By Andrew Barber
I first suspected that a macro bubble was forming several years ago when, as a research analyst, I visited one of the most famous hedge funds on earth to pitch my wares. The person I met with at the fund’s Connecticut headquarters was a freshly minted macro strategist with a charming personality. In the course of making introductions, he proceeded to tell me that the reason that he liked macro was because it was easy. He immediately thought better of the comment and tried to rephrase his statement, but I’d heard him right.
Is macro really easy? Speaking about macroeconomic data allows a person to talk a lot and sound smart without actually saying much. For an ambitious money manager, wrapping an off-the-shelf trend-following system inside a macroeconomic narrative might be enough to raise money these days. Sell-side animals can make controversial but vague calls and then wait for lightning to strike.
Everyone in the business now claims to be making macro decisions. Hedge fund portfolio managers, mutual fund managers, wealth managers and retail investors have climbed onto the macro bandwagon. A Google trends search for macro-related phrases shows a spike after 2007 that is only now subsiding.
Is our entire industry simply rushing to the latest trendy catchphrase? According to this magazine’s database, the number of managers who stylistically identify as macro has declined since 2006, though assets at those firms are up. The data suggests that although the number of people capable of doing macro investing with real money has stayed about the same, the number of people talking about macro has increased dramatically.
Macro is not an asset bubble (at least not directly, although some gold bears might strongly disagree) but a fashion bubble permeating every part of our industry.
The media has clamored on board. The roller-coaster price of copper, for instance, provides daily headlines about how industrial demand in China is either heating up or cooling down. Gold is now a denominator in financial equations, as in “The Dow Jones is now trading at XYZ ounces of gold,” the way Borat might measure his wealth in sheep. Before their daily coverage of global stats, some reporters doubtless thought the Baltic Dry was a deodorant.
I began to look for confirmation of this trend among my Wall Street friends. The pros I knew in my twenties appear to have switched jobs, with investment bank derivatives traders now at macro commodity funds, venture capitalists tossing off tech to win Central Asian natural gas drilling concessions for their macro private asset firms, and research analysts chucking channel checking in favor of finding “Brazil plays” in women’s footwear.
Investors didn’t arrive here without help. An army of analysts, consultants, strategists and pundits are constantly prognosticating about what the latest economic data means for the markets. The advice dispensed by these experts ranges from sublime pontifications about the projected growth of palm oil consumption to tinfoil-hat-wearing newsletter publishers repeating, “Gold good! Government bad!”
The financial services industry is not just about ideas, of course. There is now a dizzying array of complex products to feed the macro beast. There are ETFs for mom-and-pop investors that wager on leveraged commodity and currency exposures, and funds for institutions that harness geopolitical trends to produce alpha by leasing attack helicopters to states that have recently achieved most-favored-nation status.
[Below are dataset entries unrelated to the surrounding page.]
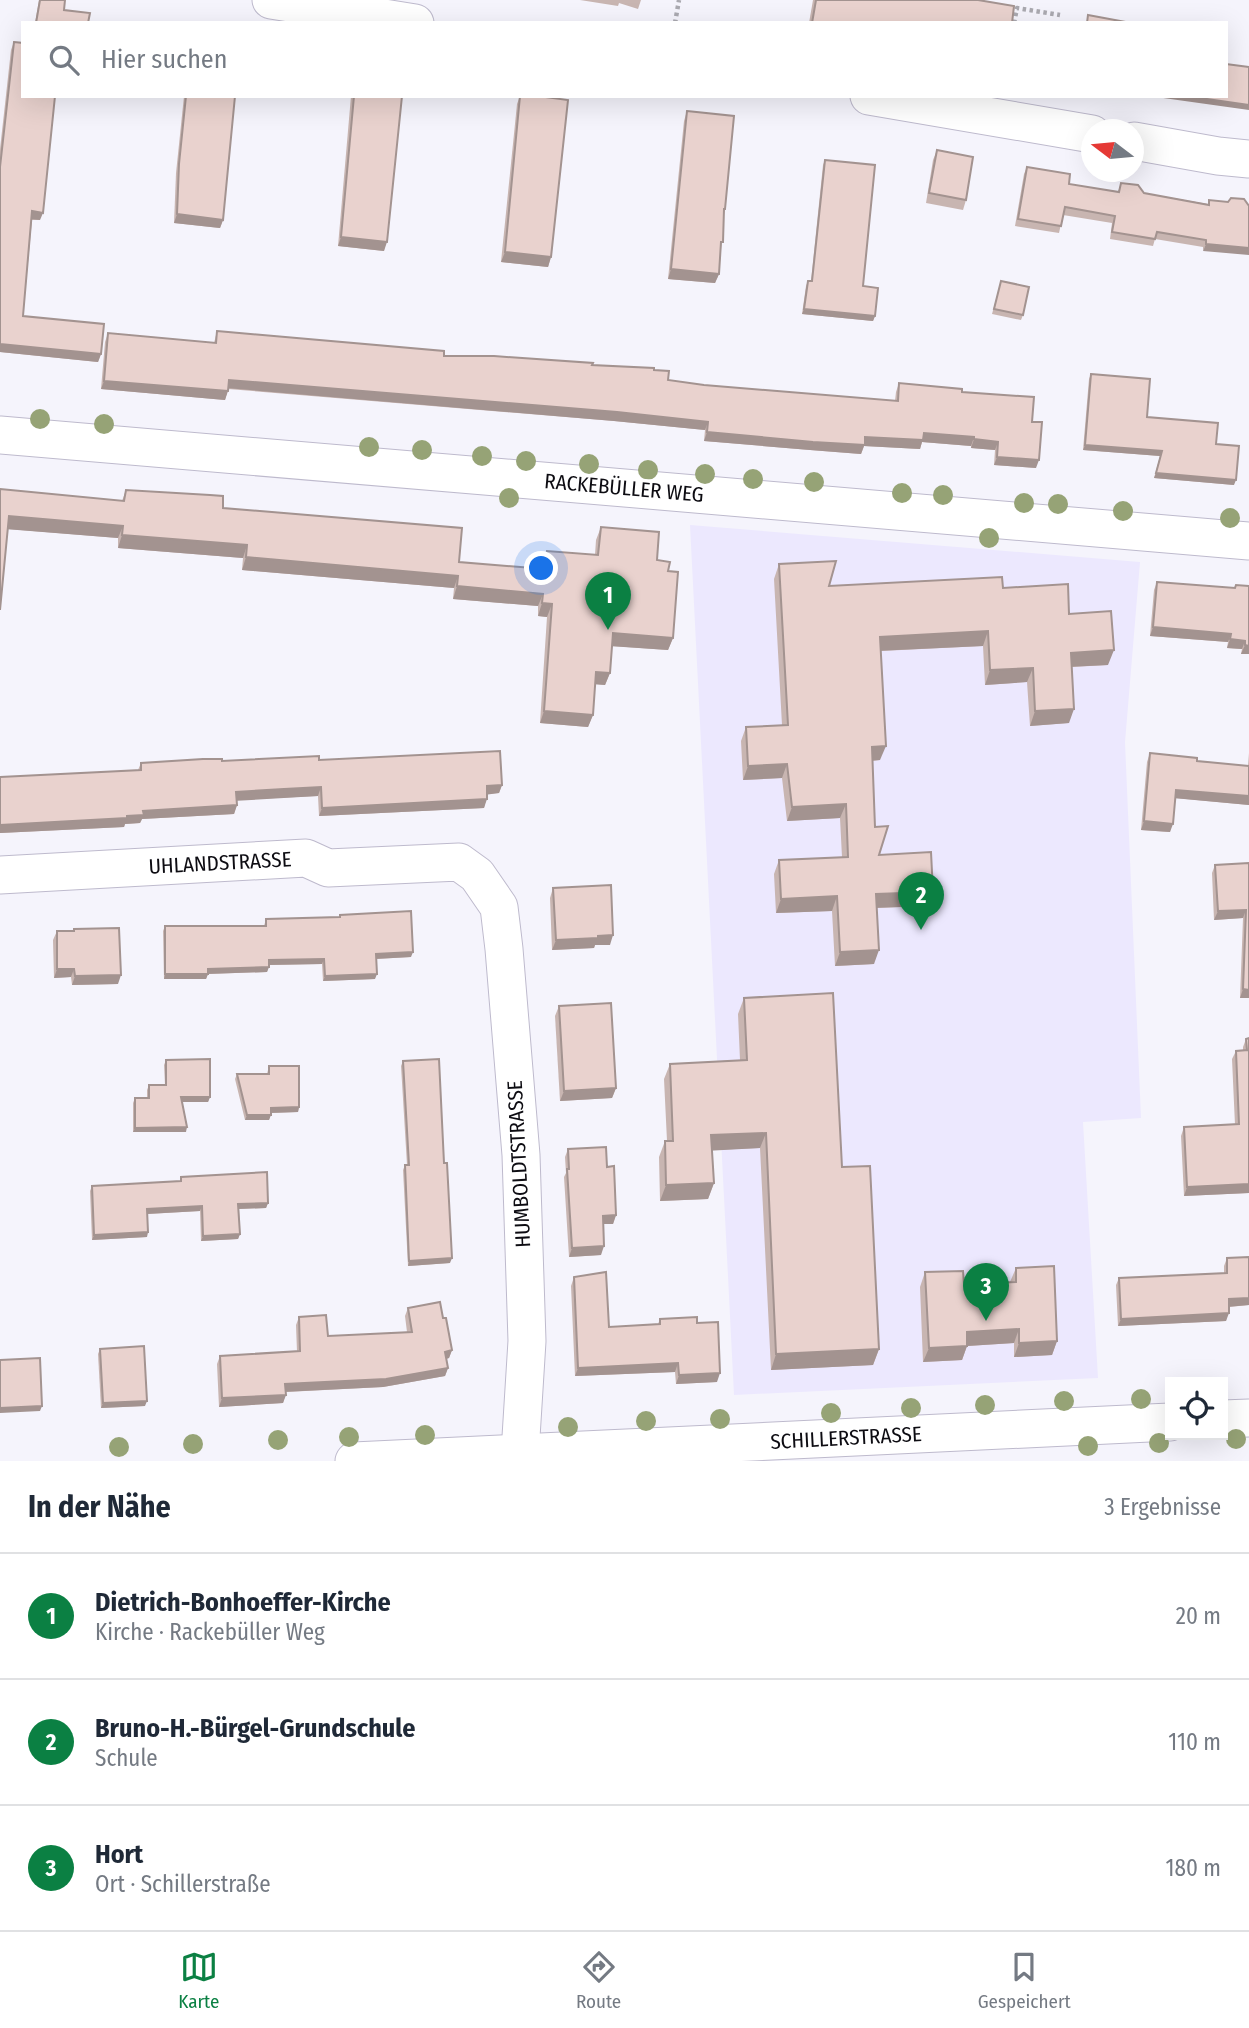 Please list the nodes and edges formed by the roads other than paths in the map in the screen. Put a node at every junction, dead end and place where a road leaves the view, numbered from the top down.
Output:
1 (271, 0) edge
2 (402, 21) edge
3 (881, 98) edge
4 (1081, 132) edge
5 (1144, 143) edge
6 (1249, 159) edge
7 (0, 435) edge
8 (1249, 541) edge
9 (0, 875) edge
10 (477, 875) joint
11 (1249, 1418) edge
12 (1228, 1419) edge
13 (1165, 1422) edge
14 (520, 1457) edge
15 (354, 1461) edge

1 - 2 street
3 - 4 street
5 - 6 street
7 - 8 street, RACKEBÜLLER WEG
9 - 10 street, UHLANDSTRASSE
10 - 14 street, HUMBOLDTSTRASSE
11 - 12 street
13 - 14 street, SCHILLERSTRASSE
14 - 15 street, SCHILLERSTRASSE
I realized that the top must be near six months ago, when a particularly effective salesman who called on me in years past with hot tips on stocks gleaned from dubious industry expert networks suddenly reappeared in my life at a new firm, bragging of the connections he had in China’s government agencies.
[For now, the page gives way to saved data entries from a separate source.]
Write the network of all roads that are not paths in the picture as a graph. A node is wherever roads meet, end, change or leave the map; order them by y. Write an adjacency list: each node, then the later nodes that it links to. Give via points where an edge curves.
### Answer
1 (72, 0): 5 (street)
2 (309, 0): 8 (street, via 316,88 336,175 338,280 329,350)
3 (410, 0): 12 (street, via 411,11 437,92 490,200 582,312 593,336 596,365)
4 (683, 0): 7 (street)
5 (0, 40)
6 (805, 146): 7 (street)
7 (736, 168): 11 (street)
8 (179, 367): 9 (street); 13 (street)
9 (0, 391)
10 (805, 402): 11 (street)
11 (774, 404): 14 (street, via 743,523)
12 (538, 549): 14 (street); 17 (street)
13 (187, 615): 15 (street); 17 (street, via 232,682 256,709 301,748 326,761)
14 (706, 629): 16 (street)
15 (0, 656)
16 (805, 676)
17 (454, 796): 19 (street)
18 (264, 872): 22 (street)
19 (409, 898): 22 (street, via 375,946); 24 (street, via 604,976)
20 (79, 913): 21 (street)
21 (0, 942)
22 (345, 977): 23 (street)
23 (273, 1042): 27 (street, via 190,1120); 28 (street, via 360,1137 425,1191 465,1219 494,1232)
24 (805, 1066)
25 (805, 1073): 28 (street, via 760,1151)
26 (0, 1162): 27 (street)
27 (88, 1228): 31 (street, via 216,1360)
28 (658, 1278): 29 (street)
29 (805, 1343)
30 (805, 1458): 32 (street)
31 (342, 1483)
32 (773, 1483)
So I think that it may be a good time to call a top on this bubble and take profits. As such, I want to take this opportunity to announce that my firm has a number of excellent and valuable URLs and trademarks that include the word “macro” that we will be auctioning off to the highest bidder in the coming weeks. I already have a small classified ad set to appear on gold sites: “Don’t delay! Bid now! These highly valuable assets can only increase in value as the dollar declines due to massive monetary base expansion and inflation reverberates through the global economy.”
As for me, I anticipate huge new opportunities in the bubble detection bubble, which is only now really beginning to pick up steam. AR
Andrew Barber is the director of strategic investments at Waverly Advisors, a market research and asset management company in Corning, N.Y.